He does allow him a few slow, measured sips of water, and to brush his teeth and bathe (Leonardo has always been the most fastidious of his children). Leonardo is more coherent than he has been in previous mid-winter wakings, though his conversation is distinctly circular as Splinter wipes him down with a cool, damp cloth. With the small cooking fire extinguished completely and two tunnel coverings rolled back to allow a gentle cross breeze the temperature soon drops back down to an acceptably winterish chill. When Leonardo finally lies back down again, slipping back into stupor with the softest, sweetest of sighs, Splinter is all the lonelier for his too-brief company.

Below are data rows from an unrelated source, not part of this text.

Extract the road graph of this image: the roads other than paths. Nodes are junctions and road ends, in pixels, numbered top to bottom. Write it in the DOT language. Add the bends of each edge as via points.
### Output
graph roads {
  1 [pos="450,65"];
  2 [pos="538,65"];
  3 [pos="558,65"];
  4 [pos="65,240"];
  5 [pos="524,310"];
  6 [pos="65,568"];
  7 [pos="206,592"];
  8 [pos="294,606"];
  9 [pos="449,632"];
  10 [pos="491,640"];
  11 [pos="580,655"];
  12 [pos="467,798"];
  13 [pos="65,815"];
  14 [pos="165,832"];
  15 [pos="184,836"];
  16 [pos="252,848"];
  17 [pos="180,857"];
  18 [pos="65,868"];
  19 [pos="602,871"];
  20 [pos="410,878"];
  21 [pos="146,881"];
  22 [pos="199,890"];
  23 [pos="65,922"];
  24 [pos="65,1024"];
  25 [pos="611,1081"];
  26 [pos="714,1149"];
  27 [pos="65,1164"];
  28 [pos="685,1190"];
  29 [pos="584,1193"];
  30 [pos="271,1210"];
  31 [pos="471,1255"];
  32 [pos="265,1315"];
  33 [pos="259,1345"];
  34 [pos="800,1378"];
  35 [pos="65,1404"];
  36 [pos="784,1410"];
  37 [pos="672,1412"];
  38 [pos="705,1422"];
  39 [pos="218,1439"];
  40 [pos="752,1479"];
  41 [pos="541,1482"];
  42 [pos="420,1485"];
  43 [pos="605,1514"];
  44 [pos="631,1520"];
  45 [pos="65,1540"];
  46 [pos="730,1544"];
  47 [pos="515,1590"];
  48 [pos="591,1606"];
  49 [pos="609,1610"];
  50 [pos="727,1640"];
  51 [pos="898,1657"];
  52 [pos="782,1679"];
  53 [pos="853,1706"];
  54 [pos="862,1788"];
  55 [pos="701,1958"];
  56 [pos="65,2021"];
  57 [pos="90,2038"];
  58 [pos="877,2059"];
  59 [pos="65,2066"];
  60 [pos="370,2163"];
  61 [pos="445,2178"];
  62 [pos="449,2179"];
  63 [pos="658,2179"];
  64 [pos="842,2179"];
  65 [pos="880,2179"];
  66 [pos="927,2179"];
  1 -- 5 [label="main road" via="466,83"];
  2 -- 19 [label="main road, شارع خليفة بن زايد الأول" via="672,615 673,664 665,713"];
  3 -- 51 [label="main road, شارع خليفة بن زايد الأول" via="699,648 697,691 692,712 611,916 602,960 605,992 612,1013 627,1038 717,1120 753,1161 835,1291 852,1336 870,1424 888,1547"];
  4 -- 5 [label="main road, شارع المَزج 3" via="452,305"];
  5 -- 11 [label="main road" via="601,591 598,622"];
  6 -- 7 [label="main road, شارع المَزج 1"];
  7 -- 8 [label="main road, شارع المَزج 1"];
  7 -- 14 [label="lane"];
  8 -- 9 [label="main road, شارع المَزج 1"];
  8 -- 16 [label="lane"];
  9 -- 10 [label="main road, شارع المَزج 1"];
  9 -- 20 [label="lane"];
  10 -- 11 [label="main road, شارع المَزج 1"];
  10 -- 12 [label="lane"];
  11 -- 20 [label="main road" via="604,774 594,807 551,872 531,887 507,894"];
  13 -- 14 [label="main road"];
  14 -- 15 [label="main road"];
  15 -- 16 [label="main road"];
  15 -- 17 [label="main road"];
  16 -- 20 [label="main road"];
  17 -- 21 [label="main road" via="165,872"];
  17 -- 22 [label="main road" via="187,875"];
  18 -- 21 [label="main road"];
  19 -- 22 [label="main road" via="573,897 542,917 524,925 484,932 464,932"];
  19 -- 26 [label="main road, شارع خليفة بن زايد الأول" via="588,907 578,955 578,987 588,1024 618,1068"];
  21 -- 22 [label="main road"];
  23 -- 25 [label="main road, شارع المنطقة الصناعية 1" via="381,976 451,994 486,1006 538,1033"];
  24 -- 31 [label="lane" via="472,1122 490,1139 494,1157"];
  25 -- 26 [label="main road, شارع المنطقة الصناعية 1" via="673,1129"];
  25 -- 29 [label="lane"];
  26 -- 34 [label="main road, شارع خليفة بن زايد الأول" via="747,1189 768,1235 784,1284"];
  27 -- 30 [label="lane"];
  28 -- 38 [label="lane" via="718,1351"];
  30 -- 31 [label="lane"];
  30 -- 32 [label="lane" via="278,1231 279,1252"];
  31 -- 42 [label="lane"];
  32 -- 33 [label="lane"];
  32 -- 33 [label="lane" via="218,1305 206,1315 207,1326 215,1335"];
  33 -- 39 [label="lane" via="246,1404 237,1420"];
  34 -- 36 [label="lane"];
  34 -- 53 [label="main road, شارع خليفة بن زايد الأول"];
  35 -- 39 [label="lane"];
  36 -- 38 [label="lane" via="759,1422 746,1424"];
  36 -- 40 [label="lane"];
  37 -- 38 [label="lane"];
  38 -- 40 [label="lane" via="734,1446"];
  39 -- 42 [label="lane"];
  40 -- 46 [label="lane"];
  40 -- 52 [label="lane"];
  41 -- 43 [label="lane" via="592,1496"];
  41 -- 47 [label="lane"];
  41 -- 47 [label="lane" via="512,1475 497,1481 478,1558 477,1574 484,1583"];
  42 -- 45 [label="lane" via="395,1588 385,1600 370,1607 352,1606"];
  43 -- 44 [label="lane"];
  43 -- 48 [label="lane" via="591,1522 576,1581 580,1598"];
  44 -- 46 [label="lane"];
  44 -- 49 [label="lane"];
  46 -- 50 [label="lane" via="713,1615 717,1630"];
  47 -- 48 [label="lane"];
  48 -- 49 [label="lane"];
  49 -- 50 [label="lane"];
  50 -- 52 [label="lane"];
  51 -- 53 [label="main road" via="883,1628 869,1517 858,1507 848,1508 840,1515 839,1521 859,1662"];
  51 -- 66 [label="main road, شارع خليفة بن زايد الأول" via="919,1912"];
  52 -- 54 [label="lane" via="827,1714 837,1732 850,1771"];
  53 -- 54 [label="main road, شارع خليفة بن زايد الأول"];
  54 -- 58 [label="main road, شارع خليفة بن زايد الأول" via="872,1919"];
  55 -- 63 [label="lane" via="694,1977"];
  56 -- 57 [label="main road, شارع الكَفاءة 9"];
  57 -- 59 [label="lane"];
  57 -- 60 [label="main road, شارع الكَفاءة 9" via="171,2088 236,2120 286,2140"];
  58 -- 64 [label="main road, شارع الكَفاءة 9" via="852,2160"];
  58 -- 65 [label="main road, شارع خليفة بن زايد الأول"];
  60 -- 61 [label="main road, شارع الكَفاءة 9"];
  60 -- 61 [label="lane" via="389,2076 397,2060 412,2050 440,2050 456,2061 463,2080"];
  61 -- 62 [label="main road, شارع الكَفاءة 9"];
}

Raphael sits up occasionally but does not truly wake, brow furrowed and instinct darting his tongue towards the ice chips Splinter slips past his chapped lips even has his mind wanders unfollowable paths. Donatello is similarly restless, his hands pawing blindly at the sheets while his mouth twists numbly around low, animal noises. Only when Splinter rearranges the blankets, tucking his limbs tight against his shell and burying him beneath as many layers as he has to spare, does he lie still again. Splinter spends long hours watching him, fascinated by the alien half-circle of white nail growing from fingertips chewed bloody during warmer parts of the year.

Michelangelo—bright, boisterous, ebullient Michelangelo—sleeps as if dead.

It's difficult, at times, to remember that he isn't dead. That this unnatural stillness is in fact anything but. That it is as much in his nature as his unquenchable laugh, his sly mischief. That—if previous winters are to be judged by—Michelangelo will be the first of his brothers to rise again in full, rested and eager for a new adventure. But for now...

With a deep, bone-weary sigh, Splinter rests one hand atop the mound of blankets, fingers spread to catch the faintest rustle of movement as four small green bodies breathe with glacial slowness in, out, in, and out.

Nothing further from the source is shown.